Simple and straight forward I thought. Here is what I got back:

Hello,

If you install the shared SSL for the domain, you will be getting warning when
you take the site.

It is better to purchase SSL from third party godday.

Please check the link given below for installing SSL.
http://www.cpanel.net/support/docs/11/cpanel/sec_ssl.html

In case you have any more queries, please don’t hesitate to contact us with
all the required details. We’ll be happy to assist you further.

Let’s throw the little bit of broken english aside for a moment and break this down. I am aware (of course they don’t know this) that I will be getting a certificate mismatch error when I login to the SSL site. Problem one I see is that they are sending me a third party, yet they sell an SSL service — I find this odd, but Godaddy (I’m assuming that was what he meant) is cheaper. Good customer service? Maybe. The other problem is that he sent me the instructions to doing this in Cpanel 11, all fine and good, but they have all of their customer on Cpanel 10. The instructions were similar and I followed them. After implementing the changes I attempted to go to my website on HTTPS. Firefox through out the following message:

Secure Connection Failed

An error occurred during a connection to creeva.com.
SSL received a record that exceeded the maximum permissible length.
(Error code: ssl_error_rx_record_too_long)

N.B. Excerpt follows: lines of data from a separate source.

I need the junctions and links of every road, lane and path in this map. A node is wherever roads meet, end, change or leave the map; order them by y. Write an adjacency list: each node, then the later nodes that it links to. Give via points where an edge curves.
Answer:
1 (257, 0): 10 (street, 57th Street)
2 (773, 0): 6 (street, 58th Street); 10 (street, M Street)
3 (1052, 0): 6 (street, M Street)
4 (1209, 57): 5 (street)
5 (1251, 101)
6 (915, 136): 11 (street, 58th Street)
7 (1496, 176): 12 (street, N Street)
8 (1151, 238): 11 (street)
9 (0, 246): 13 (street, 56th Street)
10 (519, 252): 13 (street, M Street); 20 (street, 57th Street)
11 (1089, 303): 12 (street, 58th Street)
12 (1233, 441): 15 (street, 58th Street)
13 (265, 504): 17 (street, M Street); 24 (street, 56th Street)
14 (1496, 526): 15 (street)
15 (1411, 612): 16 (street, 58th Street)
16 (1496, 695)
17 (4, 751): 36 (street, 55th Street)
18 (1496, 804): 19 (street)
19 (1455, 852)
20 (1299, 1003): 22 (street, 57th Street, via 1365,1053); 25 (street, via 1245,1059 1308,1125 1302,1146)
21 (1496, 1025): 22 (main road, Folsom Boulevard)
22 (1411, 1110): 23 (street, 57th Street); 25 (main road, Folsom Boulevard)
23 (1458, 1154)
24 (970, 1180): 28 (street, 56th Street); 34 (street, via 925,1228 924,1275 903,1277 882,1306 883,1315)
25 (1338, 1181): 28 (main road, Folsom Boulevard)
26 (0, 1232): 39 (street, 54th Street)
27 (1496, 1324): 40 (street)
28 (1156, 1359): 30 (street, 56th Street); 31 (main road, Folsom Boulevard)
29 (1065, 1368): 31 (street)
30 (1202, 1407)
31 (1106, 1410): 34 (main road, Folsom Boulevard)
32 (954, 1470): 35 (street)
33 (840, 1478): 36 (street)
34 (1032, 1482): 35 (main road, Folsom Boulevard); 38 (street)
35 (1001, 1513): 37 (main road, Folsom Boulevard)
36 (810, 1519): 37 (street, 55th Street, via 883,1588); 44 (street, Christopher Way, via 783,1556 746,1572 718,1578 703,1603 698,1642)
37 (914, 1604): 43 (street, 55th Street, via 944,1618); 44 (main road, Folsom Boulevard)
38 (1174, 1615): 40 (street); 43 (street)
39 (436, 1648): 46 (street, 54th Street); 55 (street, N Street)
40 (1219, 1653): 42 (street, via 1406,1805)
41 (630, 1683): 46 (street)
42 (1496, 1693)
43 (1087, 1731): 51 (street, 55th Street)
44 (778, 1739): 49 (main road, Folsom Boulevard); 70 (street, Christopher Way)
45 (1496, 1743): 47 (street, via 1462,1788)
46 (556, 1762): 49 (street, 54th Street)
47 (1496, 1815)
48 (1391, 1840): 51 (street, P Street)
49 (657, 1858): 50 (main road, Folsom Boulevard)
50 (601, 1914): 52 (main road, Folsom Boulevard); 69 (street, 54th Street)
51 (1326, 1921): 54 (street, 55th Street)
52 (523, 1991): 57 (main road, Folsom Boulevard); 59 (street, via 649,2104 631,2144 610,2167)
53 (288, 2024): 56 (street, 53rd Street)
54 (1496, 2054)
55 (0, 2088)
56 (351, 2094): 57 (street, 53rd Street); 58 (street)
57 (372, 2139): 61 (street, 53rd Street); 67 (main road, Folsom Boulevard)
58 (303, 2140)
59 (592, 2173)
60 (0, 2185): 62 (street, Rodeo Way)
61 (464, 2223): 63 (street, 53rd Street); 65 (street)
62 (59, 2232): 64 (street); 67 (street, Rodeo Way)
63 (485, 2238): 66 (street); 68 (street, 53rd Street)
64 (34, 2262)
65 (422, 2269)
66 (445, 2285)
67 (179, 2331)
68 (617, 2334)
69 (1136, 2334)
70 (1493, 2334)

The page you are trying to view can not be shown because the authenticity of
the received data could not be verified.

* Please contact the web site owners to inform them of this problem.

I spent a day researching this message, BTW Firefox’s documentation of error message is terrible, hence why it took me a day instead of minutes. Also Firefox’s documentation is wrong as I would find out later. After a few days of trying to get this to work I gave up and wrote this off as a lost cause for the moment and focused on other things.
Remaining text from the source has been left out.